• Work item:
Reproduce the listing below as it stands. Leave out each image.
[[ Dataset records, beginning ]]
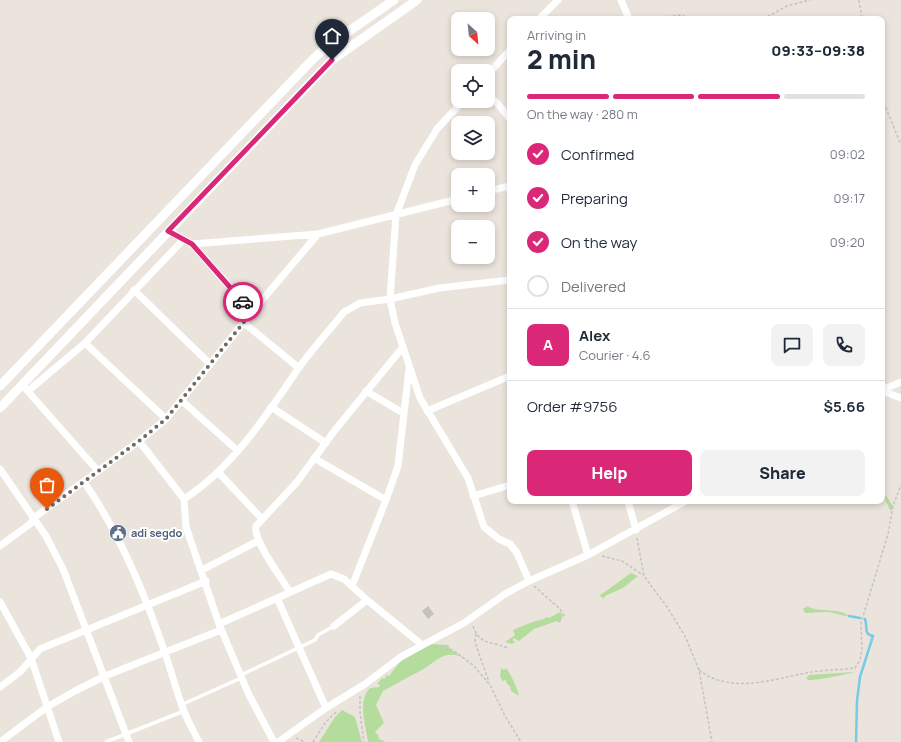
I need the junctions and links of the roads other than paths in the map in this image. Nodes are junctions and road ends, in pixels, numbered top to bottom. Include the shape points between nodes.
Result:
1 (394, 0) edge
2 (417, 0) edge
3 (558, 0) edge
4 (621, 0) edge
5 (542, 16) edge
6 (628, 16) edge
7 (507, 53) edge
8 (495, 66) edge
9 (495, 101) edge
10 (456, 108) edge
11 (507, 115) edge
12 (239, 137) junction
13 (249, 147) junction
14 (507, 187) edge
15 (495, 189) edge
16 (451, 201) edge
17 (396, 215) junction
18 (168, 231) junction
19 (318, 234) junction
20 (183, 240) junction
21 (192, 244) junction
22 (507, 280) edge
23 (134, 290) junction
24 (390, 299) junction
25 (252, 312) junction
26 (243, 322) junction
27 (85, 343) junction
28 (402, 347) junction
29 (210, 364) junction
30 (299, 368) junction
31 (410, 368) junction
32 (507, 377) edge
33 (901, 382) edge
34 (0, 386) edge
35 (25, 388) junction
36 (885, 389) edge
37 (885, 391) edge
38 (366, 392) junction
39 (901, 398) edge
40 (181, 400) junction
41 (271, 407) junction
42 (0, 408) edge
43 (427, 411) junction
44 (403, 413) junction
45 (166, 419) junction
46 (139, 441) junction
47 (326, 443) junction
48 (238, 451) junction
49 (314, 458) junction
50 (0, 469) edge
51 (98, 471) junction
52 (218, 472) junction
53 (84, 482) junction
54 (507, 486) edge
55 (473, 496) junction
56 (184, 499) junction
57 (386, 500) junction
58 (573, 504) edge
59 (629, 504) edge
60 (681, 504) edge
61 (35, 518) junction
62 (262, 518) junction
63 (636, 530) junction
64 (258, 541) junction
65 (0, 546) edge
66 (588, 555) junction
67 (202, 570) junction
68 (206, 581) junction
69 (529, 581) junction
70 (352, 586) junction
71 (290, 592) junction
72 (277, 598) junction
73 (367, 600) junction
74 (0, 602) edge
75 (146, 604) junction
76 (334, 626) joint
77 (220, 627) junction
78 (86, 630) junction
79 (421, 644) junction
80 (300, 647) junction
81 (165, 653) junction
82 (30, 658) junction
83 (105, 676) junction
84 (241, 676) junction
85 (0, 687) edge
86 (47, 706) junction
87 (183, 708) junction
88 (326, 708) junction
89 (126, 733) junction
90 (0, 742) edge
91 (59, 742) edge
92 (106, 742) edge
93 (129, 742) edge
94 (198, 742) edge
95 (274, 742) edge
96 (278, 742) edge

1 - 12 street via 314,58
2 - 13 street via 332,60
3 - 5 street
4 - 6 street
7 - 8 street
9 - 11 street
10 - 17 street via 437,128 415,165
12 - 13 street
12 - 34 street
13 - 18 street
14 - 15 street
16 - 17 street
17 - 19 street
17 - 24 street
18 - 20 street
18 - 35 street
19 - 21 street
19 - 25 street
20 - 21 street
20 - 23 street
21 - 25 street
22 - 24 street via 439,288
23 - 27 street
23 - 29 street
24 - 28 street
24 - 30 street via 350,307
25 - 26 street
26 - 29 street
26 - 30 street
27 - 35 street
27 - 45 street
28 - 31 street
28 - 38 street
29 - 40 street
30 - 41 street
31 - 43 street
31 - 44 street
32 - 43 street
33 - 36 street
35 - 42 street
35 - 51 street
37 - 39 street
38 - 44 street
38 - 47 street
40 - 45 street
40 - 48 street
41 - 47 street
41 - 48 street
43 - 55 street via 468,478
44 - 57 street via 398,466
45 - 46 street
46 - 51 street
46 - 56 street
47 - 49 street
48 - 52 street
49 - 57 street
49 - 62 street via 297,482
50 - 61 street
51 - 53 street
52 - 56 street
52 - 62 street
53 - 61 street
53 - 75 street via 102,508
54 - 55 street
55 - 69 street via 484,527 510,544 517,553
56 - 67 street via 186,527
57 - 70 street
58 - 66 street
59 - 63 street
60 - 63 street
61 - 65 street
61 - 78 street via 64,570
62 - 64 street via 254,531
63 - 66 street
64 - 67 street
64 - 71 street
66 - 69 street
67 - 68 street
68 - 75 street
68 - 77 street
69 - 79 street via 505,594 471,619
70 - 71 street via 344,579 331,574
70 - 73 street
71 - 72 street
72 - 77 street
72 - 80 street
73 - 76 street
73 - 79 street
74 - 82 street
75 - 78 street
75 - 81 street
76 - 80 lane
77 - 81 street
77 - 84 street
78 - 82 street via 40,649
78 - 83 street
79 - 88 street
80 - 84 lane
80 - 88 street
81 - 83 street
81 - 87 street
82 - 85 street via 20,672
82 - 86 street
83 - 86 street
83 - 89 street
84 - 87 lane
84 - 95 street
86 - 90 street
86 - 91 street
87 - 89 lane
87 - 94 street
88 - 96 street
89 - 92 lane
89 - 93 street

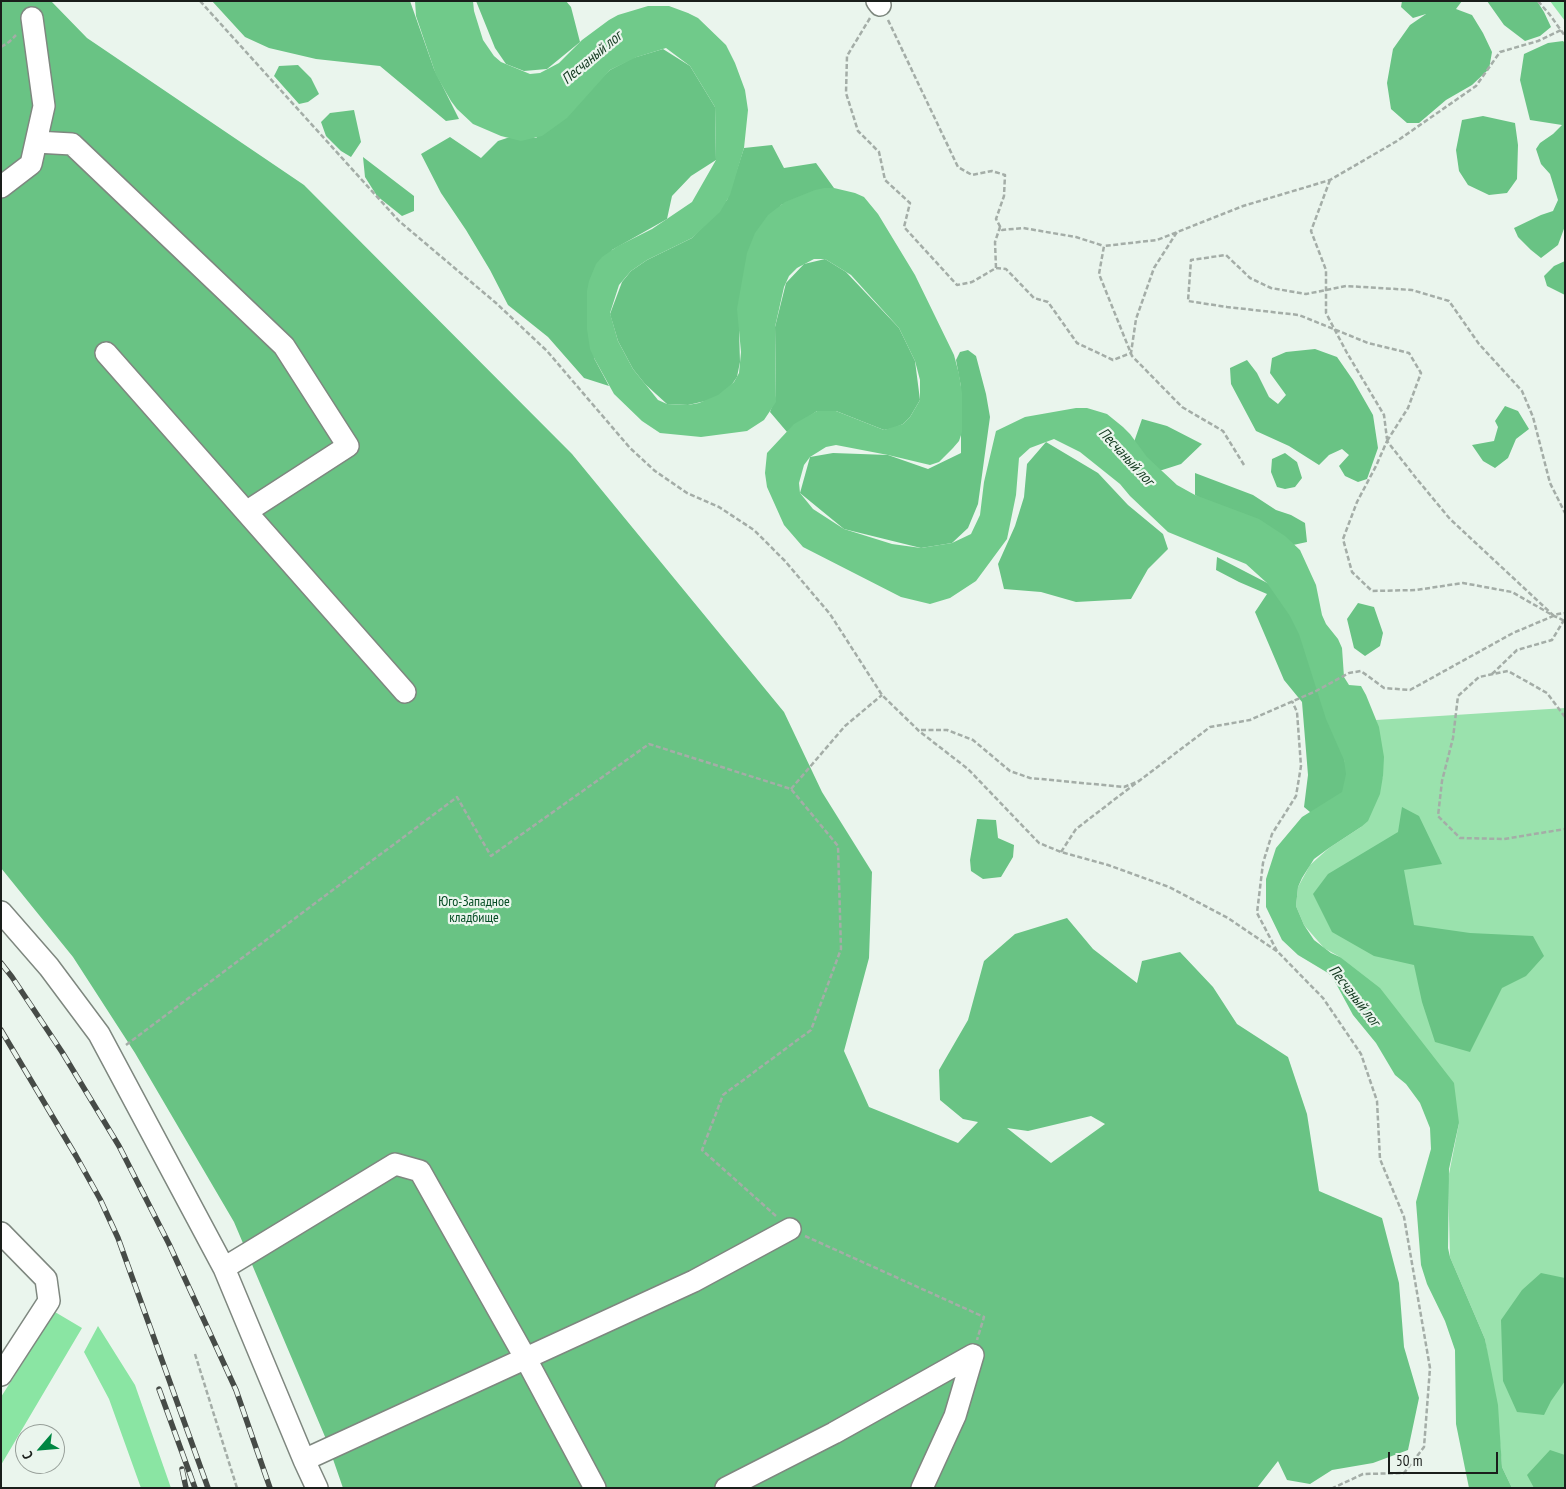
[[ Dataset records, end ]]
• The completed task:
I need the junctions and links of the roads other than paths in the map in this image. Nodes are junctions and road ends, in pixels, numbered top to bottom. Include the shape points between nodes.
Result:
1 (394, 0) edge
2 (417, 0) edge
3 (558, 0) edge
4 (621, 0) edge
5 (542, 16) edge
6 (628, 16) edge
7 (507, 53) edge
8 (495, 66) edge
9 (495, 101) edge
10 (456, 108) edge
11 (507, 115) edge
12 (239, 137) junction
13 (249, 147) junction
14 (507, 187) edge
15 (495, 189) edge
16 (451, 201) edge
17 (396, 215) junction
18 (168, 231) junction
19 (318, 234) junction
20 (183, 240) junction
21 (192, 244) junction
22 (507, 280) edge
23 (134, 290) junction
24 (390, 299) junction
25 (252, 312) junction
26 (243, 322) junction
27 (85, 343) junction
28 (402, 347) junction
29 (210, 364) junction
30 (299, 368) junction
31 (410, 368) junction
32 (507, 377) edge
33 (901, 382) edge
34 (0, 386) edge
35 (25, 388) junction
36 (885, 389) edge
37 (885, 391) edge
38 (366, 392) junction
39 (901, 398) edge
40 (181, 400) junction
41 (271, 407) junction
42 (0, 408) edge
43 (427, 411) junction
44 (403, 413) junction
45 (166, 419) junction
46 (139, 441) junction
47 (326, 443) junction
48 (238, 451) junction
49 (314, 458) junction
50 (0, 469) edge
51 (98, 471) junction
52 (218, 472) junction
53 (84, 482) junction
54 (507, 486) edge
55 (473, 496) junction
56 (184, 499) junction
57 (386, 500) junction
58 (573, 504) edge
59 (629, 504) edge
60 (681, 504) edge
61 (35, 518) junction
62 (262, 518) junction
63 (636, 530) junction
64 (258, 541) junction
65 (0, 546) edge
66 (588, 555) junction
67 (202, 570) junction
68 (206, 581) junction
69 (529, 581) junction
70 (352, 586) junction
71 (290, 592) junction
72 (277, 598) junction
73 (367, 600) junction
74 (0, 602) edge
75 (146, 604) junction
76 (334, 626) joint
77 (220, 627) junction
78 (86, 630) junction
79 (421, 644) junction
80 (300, 647) junction
81 (165, 653) junction
82 (30, 658) junction
83 (105, 676) junction
84 (241, 676) junction
85 (0, 687) edge
86 (47, 706) junction
87 (183, 708) junction
88 (326, 708) junction
89 (126, 733) junction
90 (0, 742) edge
91 (59, 742) edge
92 (106, 742) edge
93 (129, 742) edge
94 (198, 742) edge
95 (274, 742) edge
96 (278, 742) edge

1 - 12 street via 314,58
2 - 13 street via 332,60
3 - 5 street
4 - 6 street
7 - 8 street
9 - 11 street
10 - 17 street via 437,128 415,165
12 - 13 street
12 - 34 street
13 - 18 street
14 - 15 street
16 - 17 street
17 - 19 street
17 - 24 street
18 - 20 street
18 - 35 street
19 - 21 street
19 - 25 street
20 - 21 street
20 - 23 street
21 - 25 street
22 - 24 street via 439,288
23 - 27 street
23 - 29 street
24 - 28 street
24 - 30 street via 350,307
25 - 26 street
26 - 29 street
26 - 30 street
27 - 35 street
27 - 45 street
28 - 31 street
28 - 38 street
29 - 40 street
30 - 41 street
31 - 43 street
31 - 44 street
32 - 43 street
33 - 36 street
35 - 42 street
35 - 51 street
37 - 39 street
38 - 44 street
38 - 47 street
40 - 45 street
40 - 48 street
41 - 47 street
41 - 48 street
43 - 55 street via 468,478
44 - 57 street via 398,466
45 - 46 street
46 - 51 street
46 - 56 street
47 - 49 street
48 - 52 street
49 - 57 street
49 - 62 street via 297,482
50 - 61 street
51 - 53 street
52 - 56 street
52 - 62 street
53 - 61 street
53 - 75 street via 102,508
54 - 55 street
55 - 69 street via 484,527 510,544 517,553
56 - 67 street via 186,527
57 - 70 street
58 - 66 street
59 - 63 street
60 - 63 street
61 - 65 street
61 - 78 street via 64,570
62 - 64 street via 254,531
63 - 66 street
64 - 67 street
64 - 71 street
66 - 69 street
67 - 68 street
68 - 75 street
68 - 77 street
69 - 79 street via 505,594 471,619
70 - 71 street via 344,579 331,574
70 - 73 street
71 - 72 street
72 - 77 street
72 - 80 street
73 - 76 street
73 - 79 street
74 - 82 street
75 - 78 street
75 - 81 street
76 - 80 lane
77 - 81 street
77 - 84 street
78 - 82 street via 40,649
78 - 83 street
79 - 88 street
80 - 84 lane
80 - 88 street
81 - 83 street
81 - 87 street
82 - 85 street via 20,672
82 - 86 street
83 - 86 street
83 - 89 street
84 - 87 lane
84 - 95 street
86 - 90 street
86 - 91 street
87 - 89 lane
87 - 94 street
88 - 96 street
89 - 92 lane
89 - 93 street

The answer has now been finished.